=== Activity ===
The number of lines holding the string "Henry" is all that is wanted; count them in the records below.

[Data excerpts]
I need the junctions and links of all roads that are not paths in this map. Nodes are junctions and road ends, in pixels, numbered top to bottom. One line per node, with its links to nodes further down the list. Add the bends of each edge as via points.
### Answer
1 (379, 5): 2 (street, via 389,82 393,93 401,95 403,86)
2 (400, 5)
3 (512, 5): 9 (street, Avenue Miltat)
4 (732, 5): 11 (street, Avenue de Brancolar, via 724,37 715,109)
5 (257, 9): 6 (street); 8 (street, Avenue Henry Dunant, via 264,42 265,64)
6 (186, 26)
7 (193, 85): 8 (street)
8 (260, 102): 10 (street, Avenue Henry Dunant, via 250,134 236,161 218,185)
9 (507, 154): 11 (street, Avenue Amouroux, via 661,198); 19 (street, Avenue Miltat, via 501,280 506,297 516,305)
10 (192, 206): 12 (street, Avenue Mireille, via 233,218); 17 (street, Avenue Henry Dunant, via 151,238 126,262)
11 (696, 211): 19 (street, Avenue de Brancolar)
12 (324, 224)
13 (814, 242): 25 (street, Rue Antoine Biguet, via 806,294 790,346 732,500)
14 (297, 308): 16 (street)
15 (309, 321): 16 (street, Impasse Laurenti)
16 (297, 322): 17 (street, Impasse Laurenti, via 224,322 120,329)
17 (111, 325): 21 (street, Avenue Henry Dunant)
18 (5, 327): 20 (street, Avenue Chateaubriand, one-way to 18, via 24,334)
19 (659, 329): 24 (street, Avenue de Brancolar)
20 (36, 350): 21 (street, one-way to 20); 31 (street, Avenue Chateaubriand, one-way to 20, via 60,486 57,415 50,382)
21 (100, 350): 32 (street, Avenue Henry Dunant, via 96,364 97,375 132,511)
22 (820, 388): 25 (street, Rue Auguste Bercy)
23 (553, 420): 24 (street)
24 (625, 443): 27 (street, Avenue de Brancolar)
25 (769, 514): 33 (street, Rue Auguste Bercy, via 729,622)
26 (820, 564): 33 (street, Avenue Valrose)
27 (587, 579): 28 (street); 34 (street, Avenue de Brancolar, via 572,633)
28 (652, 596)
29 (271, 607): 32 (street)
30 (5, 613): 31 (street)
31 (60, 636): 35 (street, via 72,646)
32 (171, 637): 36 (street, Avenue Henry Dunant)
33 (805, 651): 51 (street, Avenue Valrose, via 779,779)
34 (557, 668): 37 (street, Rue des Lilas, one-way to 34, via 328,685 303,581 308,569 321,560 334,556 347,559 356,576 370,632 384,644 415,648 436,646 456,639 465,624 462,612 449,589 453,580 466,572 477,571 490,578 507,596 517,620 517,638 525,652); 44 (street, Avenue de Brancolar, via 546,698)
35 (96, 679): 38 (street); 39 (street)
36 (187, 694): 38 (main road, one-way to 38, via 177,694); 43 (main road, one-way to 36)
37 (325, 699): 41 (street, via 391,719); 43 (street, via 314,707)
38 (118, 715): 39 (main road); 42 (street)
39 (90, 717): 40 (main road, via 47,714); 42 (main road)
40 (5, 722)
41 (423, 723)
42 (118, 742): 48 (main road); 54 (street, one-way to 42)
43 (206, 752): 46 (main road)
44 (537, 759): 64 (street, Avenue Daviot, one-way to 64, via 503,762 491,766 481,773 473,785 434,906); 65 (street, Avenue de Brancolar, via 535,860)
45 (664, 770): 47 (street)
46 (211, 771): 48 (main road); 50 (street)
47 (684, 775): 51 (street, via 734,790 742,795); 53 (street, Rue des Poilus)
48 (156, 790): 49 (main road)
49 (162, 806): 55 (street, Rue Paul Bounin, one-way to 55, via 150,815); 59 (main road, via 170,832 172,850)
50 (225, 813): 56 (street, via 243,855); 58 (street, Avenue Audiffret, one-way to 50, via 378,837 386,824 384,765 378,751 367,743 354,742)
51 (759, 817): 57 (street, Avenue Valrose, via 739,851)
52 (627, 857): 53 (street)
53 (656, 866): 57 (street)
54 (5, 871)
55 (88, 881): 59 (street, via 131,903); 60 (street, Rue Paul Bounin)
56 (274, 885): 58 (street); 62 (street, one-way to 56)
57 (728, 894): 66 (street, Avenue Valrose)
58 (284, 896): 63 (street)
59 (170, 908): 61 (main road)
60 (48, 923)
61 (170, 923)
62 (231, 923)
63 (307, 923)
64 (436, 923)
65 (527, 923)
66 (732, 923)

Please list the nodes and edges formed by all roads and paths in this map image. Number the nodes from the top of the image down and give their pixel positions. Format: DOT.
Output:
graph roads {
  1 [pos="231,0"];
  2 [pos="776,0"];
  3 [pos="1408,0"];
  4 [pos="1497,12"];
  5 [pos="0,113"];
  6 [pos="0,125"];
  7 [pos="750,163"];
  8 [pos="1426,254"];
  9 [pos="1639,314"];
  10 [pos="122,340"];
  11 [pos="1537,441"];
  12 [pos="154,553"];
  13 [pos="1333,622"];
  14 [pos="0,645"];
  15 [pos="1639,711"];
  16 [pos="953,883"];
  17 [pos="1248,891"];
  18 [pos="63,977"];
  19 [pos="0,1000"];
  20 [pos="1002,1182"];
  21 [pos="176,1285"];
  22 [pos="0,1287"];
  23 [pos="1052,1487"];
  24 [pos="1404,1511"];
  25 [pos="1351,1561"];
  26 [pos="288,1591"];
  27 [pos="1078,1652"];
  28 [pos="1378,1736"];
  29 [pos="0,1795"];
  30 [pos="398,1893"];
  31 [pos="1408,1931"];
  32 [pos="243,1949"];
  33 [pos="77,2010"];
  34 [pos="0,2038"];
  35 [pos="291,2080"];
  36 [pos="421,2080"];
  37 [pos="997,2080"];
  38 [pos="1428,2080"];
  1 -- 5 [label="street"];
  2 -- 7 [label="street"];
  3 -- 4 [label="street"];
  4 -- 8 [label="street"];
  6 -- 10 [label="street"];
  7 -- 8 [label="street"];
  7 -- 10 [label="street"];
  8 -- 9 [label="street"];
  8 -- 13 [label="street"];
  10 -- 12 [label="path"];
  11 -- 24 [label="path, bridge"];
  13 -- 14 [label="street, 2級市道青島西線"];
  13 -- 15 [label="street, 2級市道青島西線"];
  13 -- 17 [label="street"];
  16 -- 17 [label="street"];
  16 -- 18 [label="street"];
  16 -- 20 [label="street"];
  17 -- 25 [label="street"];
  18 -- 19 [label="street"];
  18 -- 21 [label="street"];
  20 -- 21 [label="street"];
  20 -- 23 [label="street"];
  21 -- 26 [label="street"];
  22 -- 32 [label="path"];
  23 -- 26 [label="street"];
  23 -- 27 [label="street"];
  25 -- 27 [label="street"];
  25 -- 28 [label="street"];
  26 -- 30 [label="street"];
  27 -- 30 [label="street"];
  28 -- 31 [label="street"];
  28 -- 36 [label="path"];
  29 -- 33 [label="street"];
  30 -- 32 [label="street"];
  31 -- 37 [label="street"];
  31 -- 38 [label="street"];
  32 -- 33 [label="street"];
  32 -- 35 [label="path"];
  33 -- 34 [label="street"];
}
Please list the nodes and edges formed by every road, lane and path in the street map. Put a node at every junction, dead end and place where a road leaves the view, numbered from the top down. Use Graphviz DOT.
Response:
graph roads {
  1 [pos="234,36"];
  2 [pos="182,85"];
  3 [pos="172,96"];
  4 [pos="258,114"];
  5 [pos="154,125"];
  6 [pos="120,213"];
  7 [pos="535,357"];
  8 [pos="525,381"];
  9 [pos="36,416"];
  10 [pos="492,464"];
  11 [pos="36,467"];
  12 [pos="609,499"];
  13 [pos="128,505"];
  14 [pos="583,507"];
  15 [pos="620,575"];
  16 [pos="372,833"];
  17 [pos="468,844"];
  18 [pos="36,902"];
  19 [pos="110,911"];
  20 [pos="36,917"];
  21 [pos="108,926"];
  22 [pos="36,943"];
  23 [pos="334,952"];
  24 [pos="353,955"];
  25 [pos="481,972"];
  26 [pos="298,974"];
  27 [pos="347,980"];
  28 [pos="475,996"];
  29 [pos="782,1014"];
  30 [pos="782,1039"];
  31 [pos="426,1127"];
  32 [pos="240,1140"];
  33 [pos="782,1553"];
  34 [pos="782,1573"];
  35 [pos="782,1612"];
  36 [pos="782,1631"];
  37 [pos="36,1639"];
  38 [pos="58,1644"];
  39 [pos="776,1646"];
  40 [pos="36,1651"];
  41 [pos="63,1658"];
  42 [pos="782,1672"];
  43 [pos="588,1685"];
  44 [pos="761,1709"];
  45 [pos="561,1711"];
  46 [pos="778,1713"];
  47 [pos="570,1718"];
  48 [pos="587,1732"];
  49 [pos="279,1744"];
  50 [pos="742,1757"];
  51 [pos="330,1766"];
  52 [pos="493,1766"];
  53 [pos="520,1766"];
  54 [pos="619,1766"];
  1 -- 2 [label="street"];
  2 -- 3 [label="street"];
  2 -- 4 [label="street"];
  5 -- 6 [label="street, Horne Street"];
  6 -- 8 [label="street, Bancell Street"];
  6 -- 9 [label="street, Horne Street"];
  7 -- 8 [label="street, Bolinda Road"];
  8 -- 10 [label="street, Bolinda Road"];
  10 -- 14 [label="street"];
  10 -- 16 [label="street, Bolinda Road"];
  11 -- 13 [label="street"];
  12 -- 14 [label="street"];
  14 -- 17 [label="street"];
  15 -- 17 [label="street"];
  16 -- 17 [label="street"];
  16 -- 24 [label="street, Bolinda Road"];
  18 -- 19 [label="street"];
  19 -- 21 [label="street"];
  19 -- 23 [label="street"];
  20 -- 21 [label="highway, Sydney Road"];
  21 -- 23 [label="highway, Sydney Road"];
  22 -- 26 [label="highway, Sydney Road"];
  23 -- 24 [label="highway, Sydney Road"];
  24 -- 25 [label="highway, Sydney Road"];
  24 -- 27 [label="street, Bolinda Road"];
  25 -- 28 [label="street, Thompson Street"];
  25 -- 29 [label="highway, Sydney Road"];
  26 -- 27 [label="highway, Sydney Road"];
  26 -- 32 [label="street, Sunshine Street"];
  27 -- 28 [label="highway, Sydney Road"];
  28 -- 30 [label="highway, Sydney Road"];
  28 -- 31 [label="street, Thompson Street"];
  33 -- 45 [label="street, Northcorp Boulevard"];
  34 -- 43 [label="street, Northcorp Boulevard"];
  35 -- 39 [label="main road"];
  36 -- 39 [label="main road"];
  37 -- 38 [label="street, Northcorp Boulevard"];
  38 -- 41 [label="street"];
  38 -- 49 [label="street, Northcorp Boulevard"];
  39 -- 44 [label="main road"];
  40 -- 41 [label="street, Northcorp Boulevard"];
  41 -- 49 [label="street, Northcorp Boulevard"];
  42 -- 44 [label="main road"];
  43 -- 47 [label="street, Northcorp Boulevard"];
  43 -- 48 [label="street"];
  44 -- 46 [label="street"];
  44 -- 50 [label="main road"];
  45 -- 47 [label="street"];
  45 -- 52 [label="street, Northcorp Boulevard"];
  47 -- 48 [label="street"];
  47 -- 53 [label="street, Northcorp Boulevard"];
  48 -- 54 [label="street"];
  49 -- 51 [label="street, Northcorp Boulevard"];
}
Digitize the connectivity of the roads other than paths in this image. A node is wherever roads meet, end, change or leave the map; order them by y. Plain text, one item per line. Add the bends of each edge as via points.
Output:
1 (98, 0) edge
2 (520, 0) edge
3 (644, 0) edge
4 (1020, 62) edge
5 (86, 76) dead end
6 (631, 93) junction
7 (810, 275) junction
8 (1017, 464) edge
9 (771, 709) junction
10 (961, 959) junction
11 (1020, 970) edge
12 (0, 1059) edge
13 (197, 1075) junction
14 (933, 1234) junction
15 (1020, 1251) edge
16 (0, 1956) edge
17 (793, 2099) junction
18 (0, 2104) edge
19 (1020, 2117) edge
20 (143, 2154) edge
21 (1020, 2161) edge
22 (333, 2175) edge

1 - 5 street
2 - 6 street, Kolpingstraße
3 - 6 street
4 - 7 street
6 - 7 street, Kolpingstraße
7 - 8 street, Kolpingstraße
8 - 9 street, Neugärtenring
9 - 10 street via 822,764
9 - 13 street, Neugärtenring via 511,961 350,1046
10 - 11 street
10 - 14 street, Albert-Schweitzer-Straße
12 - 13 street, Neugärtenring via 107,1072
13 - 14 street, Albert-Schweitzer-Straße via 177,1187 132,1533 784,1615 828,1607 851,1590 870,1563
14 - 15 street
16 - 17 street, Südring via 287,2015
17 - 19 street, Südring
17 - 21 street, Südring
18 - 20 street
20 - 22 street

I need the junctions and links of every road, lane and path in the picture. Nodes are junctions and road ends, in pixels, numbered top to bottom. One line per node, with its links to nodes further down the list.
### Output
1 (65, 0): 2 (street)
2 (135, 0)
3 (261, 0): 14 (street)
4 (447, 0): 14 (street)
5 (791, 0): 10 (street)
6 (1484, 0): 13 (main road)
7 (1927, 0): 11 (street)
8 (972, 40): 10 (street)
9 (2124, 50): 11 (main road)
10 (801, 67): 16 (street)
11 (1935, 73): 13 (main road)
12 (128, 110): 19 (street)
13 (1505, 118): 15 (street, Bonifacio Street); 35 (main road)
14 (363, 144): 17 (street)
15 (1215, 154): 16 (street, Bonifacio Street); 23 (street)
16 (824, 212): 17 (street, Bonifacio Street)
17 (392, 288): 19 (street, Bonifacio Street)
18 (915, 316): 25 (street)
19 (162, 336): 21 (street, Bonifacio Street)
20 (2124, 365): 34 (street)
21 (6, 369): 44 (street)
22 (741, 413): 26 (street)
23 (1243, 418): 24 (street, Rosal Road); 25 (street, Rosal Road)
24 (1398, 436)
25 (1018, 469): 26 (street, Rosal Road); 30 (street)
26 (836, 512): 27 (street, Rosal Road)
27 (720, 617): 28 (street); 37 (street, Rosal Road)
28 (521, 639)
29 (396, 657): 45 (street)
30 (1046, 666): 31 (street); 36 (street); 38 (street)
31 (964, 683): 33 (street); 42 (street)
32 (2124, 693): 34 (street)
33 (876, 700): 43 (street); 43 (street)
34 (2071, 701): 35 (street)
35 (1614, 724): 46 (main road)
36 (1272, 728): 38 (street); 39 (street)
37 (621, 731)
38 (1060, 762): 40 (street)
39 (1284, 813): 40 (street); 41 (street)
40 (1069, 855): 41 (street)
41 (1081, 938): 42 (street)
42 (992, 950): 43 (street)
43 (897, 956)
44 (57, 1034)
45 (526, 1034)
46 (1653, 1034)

=== Answer to this problem ===
6